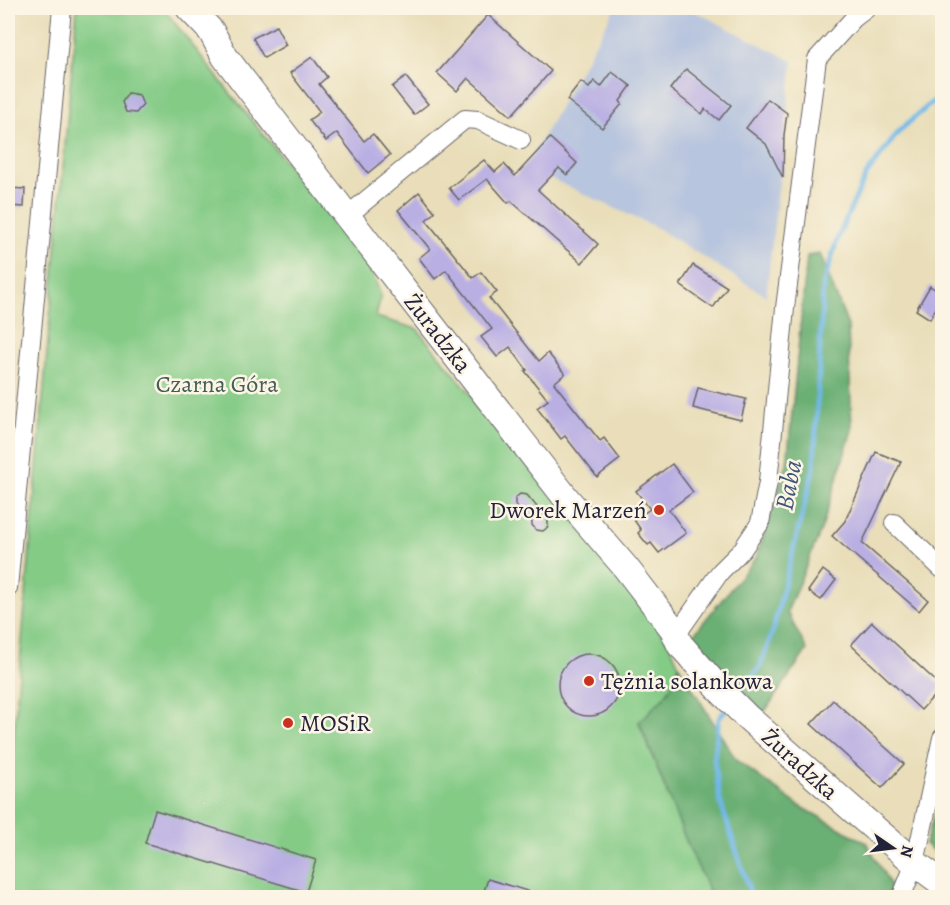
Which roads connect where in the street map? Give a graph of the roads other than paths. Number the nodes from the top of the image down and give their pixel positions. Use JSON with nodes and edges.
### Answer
{"nodes":[{"id":1,"x":62,"y":8,"type":"edge"},
{"id":2,"x":189,"y":8,"type":"edge"},
{"id":3,"x":867,"y":8,"type":"edge"},
{"id":4,"x":207,"y":19,"type":"edge"},
{"id":5,"x":521,"y":140,"type":"dead end"},
{"id":6,"x":346,"y":216,"type":"junction"},
{"id":7,"x":894,"y":524,"type":"dead end"},
{"id":8,"x":942,"y":569,"type":"edge"},
{"id":9,"x":8,"y":588,"type":"edge"},
{"id":10,"x":673,"y":629,"type":"junction"},
{"id":11,"x":942,"y":738,"type":"edge"},
{"id":12,"x":915,"y":863,"type":"junction"},
{"id":13,"x":942,"y":883,"type":"edge"},
{"id":14,"x":901,"y":897,"type":"edge"}],
"edges":[{"from":1,"to":9,"type":"street"},
{"from":2,"to":4,"type":"street","name":"Żuradzka"},
{"from":3,"to":10,"type":"street"},
{"from":4,"to":6,"type":"street","name":"Żuradzka"},
{"from":5,"to":6,"type":"street"},
{"from":6,"to":10,"type":"street","name":"Żuradzka"},
{"from":7,"to":8,"type":"street"},
{"from":10,"to":12,"type":"street","name":"Żuradzka"},
{"from":11,"to":12,"type":"street"},
{"from":12,"to":13,"type":"street","name":"Żuradzka"},
{"from":12,"to":14,"type":"street"}]}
——————————
(What to do):
Return the listing above in full and unaltered. Keep the pictures out.

(Result):
Which roads connect where in the street map? Give a graph of the roads other than paths. Number the nodes from the top of the image down and give their pixel positions. Use JSON with nodes and edges.
### Answer
{"nodes":[{"id":1,"x":62,"y":8,"type":"edge"},
{"id":2,"x":189,"y":8,"type":"edge"},
{"id":3,"x":867,"y":8,"type":"edge"},
{"id":4,"x":207,"y":19,"type":"edge"},
{"id":5,"x":521,"y":140,"type":"dead end"},
{"id":6,"x":346,"y":216,"type":"junction"},
{"id":7,"x":894,"y":524,"type":"dead end"},
{"id":8,"x":942,"y":569,"type":"edge"},
{"id":9,"x":8,"y":588,"type":"edge"},
{"id":10,"x":673,"y":629,"type":"junction"},
{"id":11,"x":942,"y":738,"type":"edge"},
{"id":12,"x":915,"y":863,"type":"junction"},
{"id":13,"x":942,"y":883,"type":"edge"},
{"id":14,"x":901,"y":897,"type":"edge"}],
"edges":[{"from":1,"to":9,"type":"street"},
{"from":2,"to":4,"type":"street","name":"Żuradzka"},
{"from":3,"to":10,"type":"street"},
{"from":4,"to":6,"type":"street","name":"Żuradzka"},
{"from":5,"to":6,"type":"street"},
{"from":6,"to":10,"type":"street","name":"Żuradzka"},
{"from":7,"to":8,"type":"street"},
{"from":10,"to":12,"type":"street","name":"Żuradzka"},
{"from":11,"to":12,"type":"street"},
{"from":12,"to":13,"type":"street","name":"Żuradzka"},
{"from":12,"to":14,"type":"street"}]}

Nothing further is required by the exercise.